Justice Action had the opportunity to co-host a peaceful protest against strip searches in women’s prisons in front of the Silverwater Correctional Centre. 

The demonstration was also co-hosted by Nelly’s Healing Centre, Indigenous Social Justice Association, Macquarie University Women’s Collective and Sydney Socialist Alliance. Without the support of these organisations the protest would not have been successful. 

The police were present and suggested that we needed permission to hold a demonstration, but we insisted that according to protocol we did not need it. The police hesitantly accepted our position and allowed the protest to continue, given we did not cause any major disturbances. 

Two female ex-prisoners, Helen Eason, the founder of the Nelly’s Healing Centre, and Kat Armstrong, shared their personal experiences of being strip searched. Kat Armstrong shared that on an occasion when she refused to be strip searched due to her past experiences of abuse, she was pinned down and forced to undress. Helen also shared that on one occasion she was told to remove her sanitary products when she was strip searched and was not given fresh products afterwards. These actions by correctional officers are a violation and perpetuate abuse. 

During the protest, we received support from inmates being transported from the centre, banging loudly in solidarity from inside their transport vehicles. Those driving by, and entering the centre via cars also honked their horns in support of the cause, joining our call to end the strip searching of female detainees.  

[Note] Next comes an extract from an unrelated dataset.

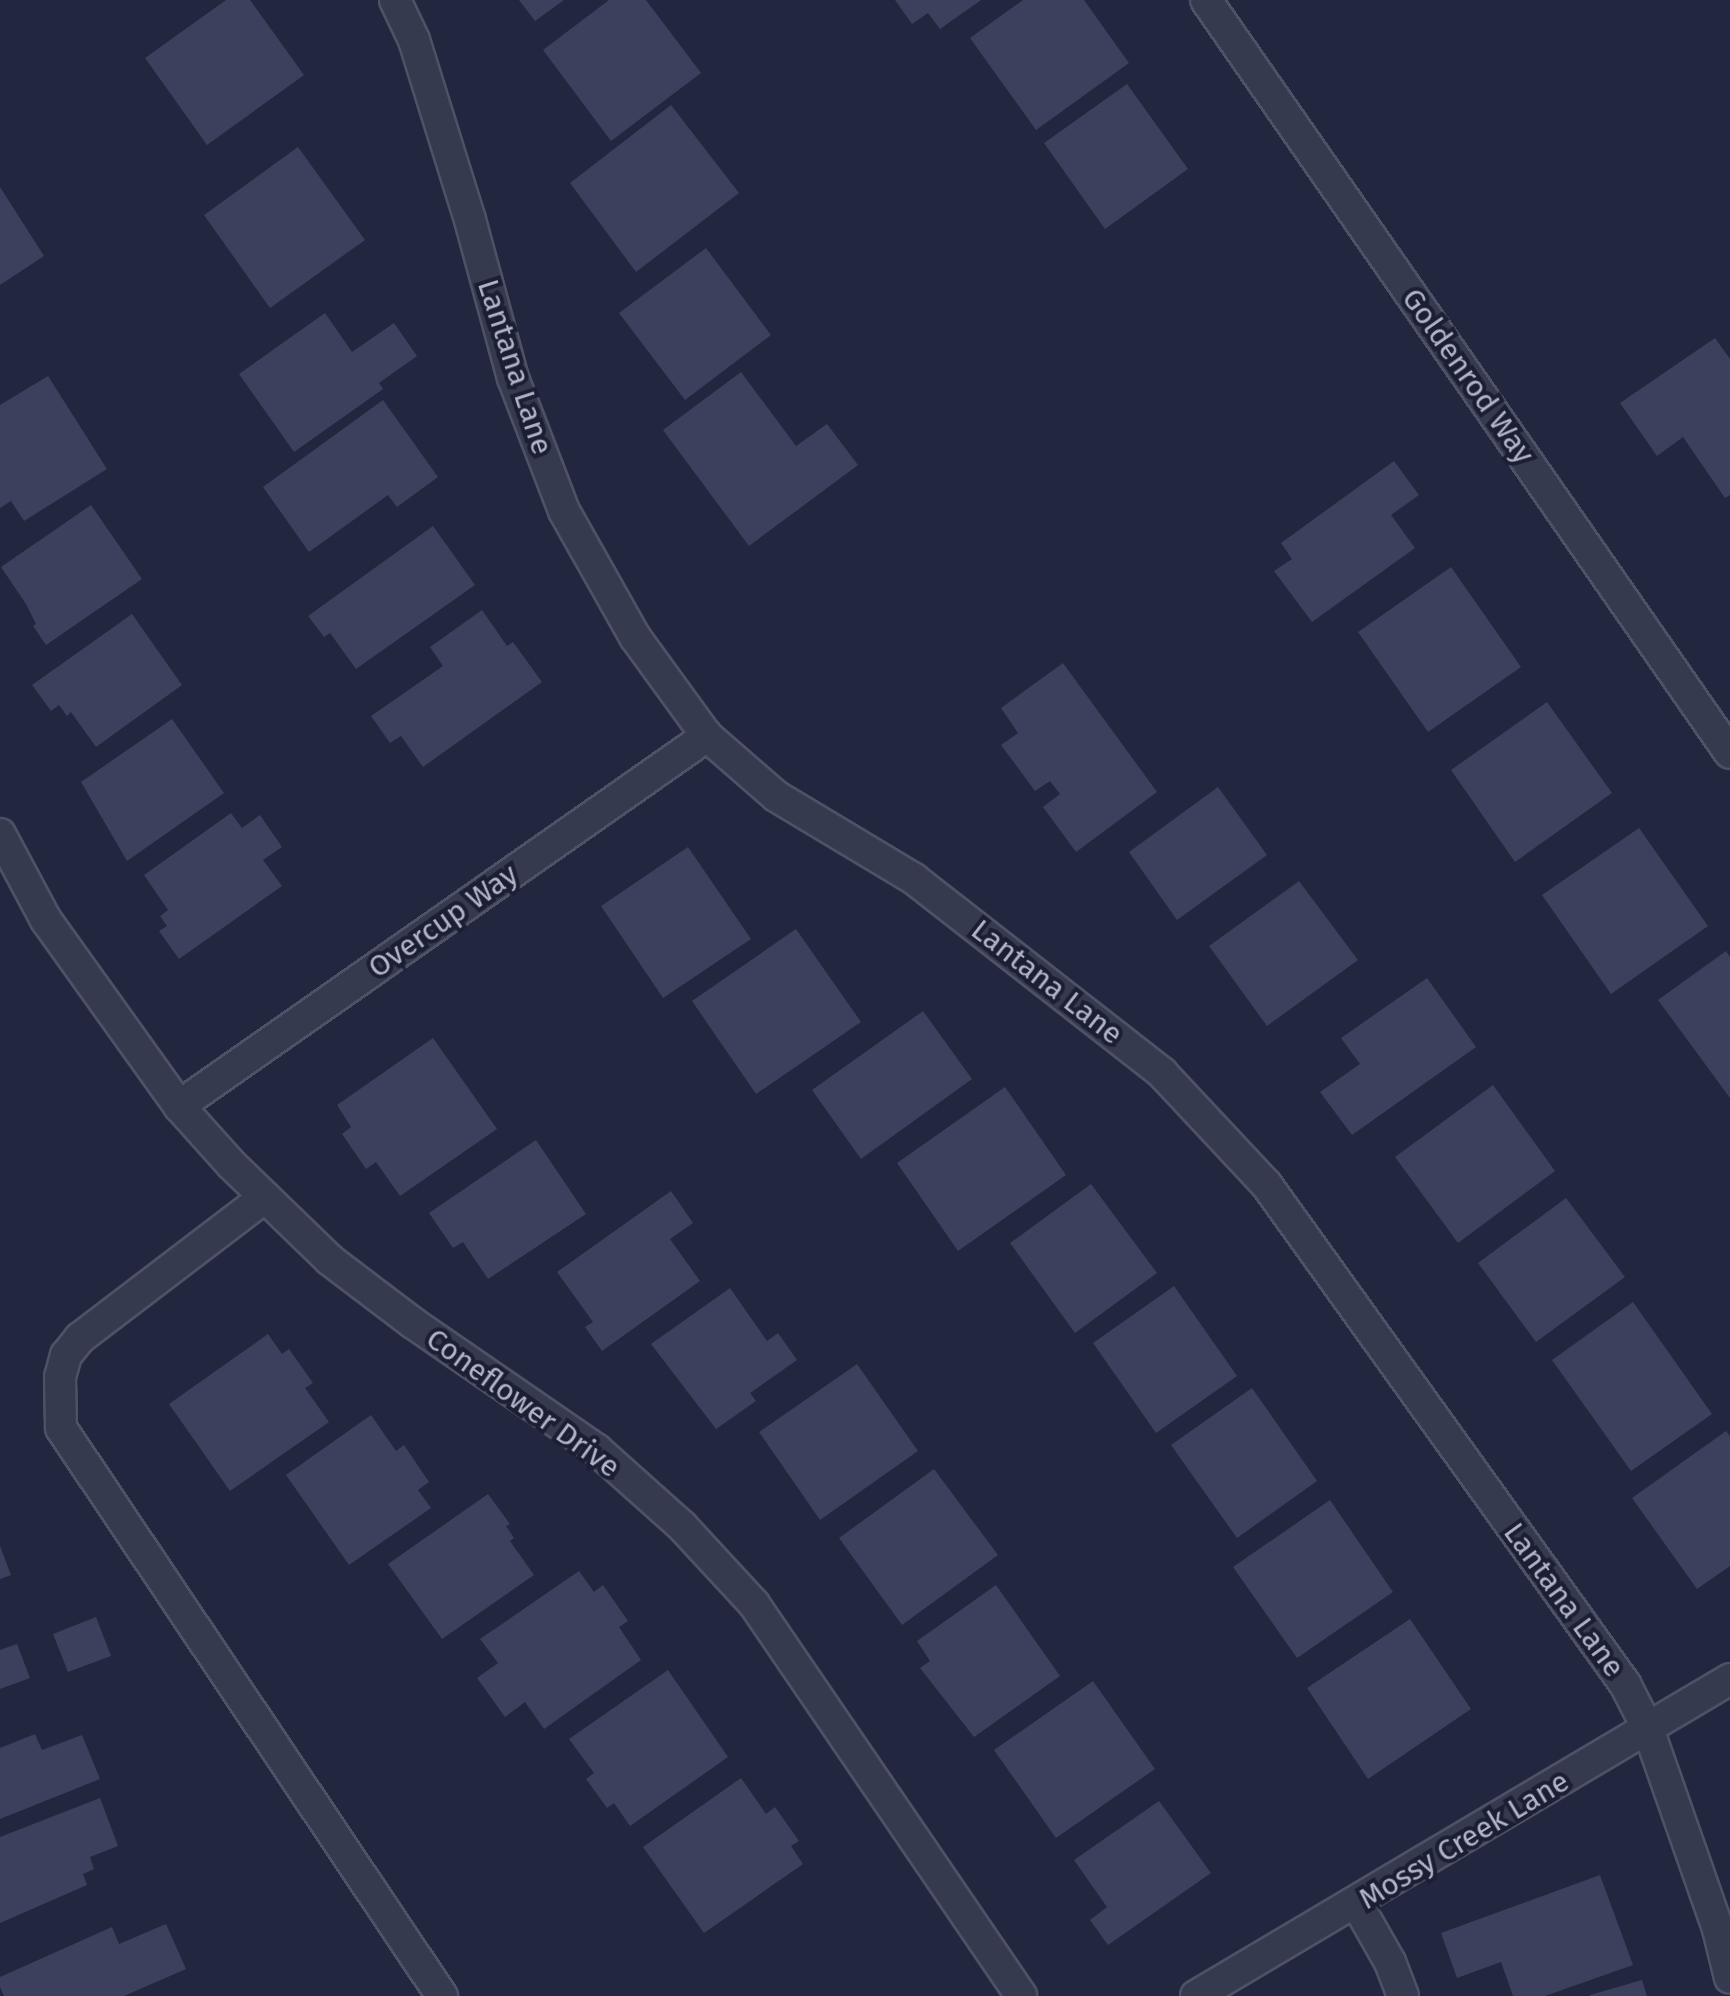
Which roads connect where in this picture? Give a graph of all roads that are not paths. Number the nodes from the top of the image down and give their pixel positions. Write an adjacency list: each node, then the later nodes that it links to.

We are calling for the end of routine strip searching and for Corrective Services to apologise and provide compensation for the trauma caused. We are also calling for the NSW state government to end the wide-spread use of strip searches at music festivals and against others in police custody. We strongly support the introduction of technology such as body scanners to replace invasive strip searches, in line with the international research that demonstrates that these technologies are a more effective way of finding contraband without dehumanising the individual.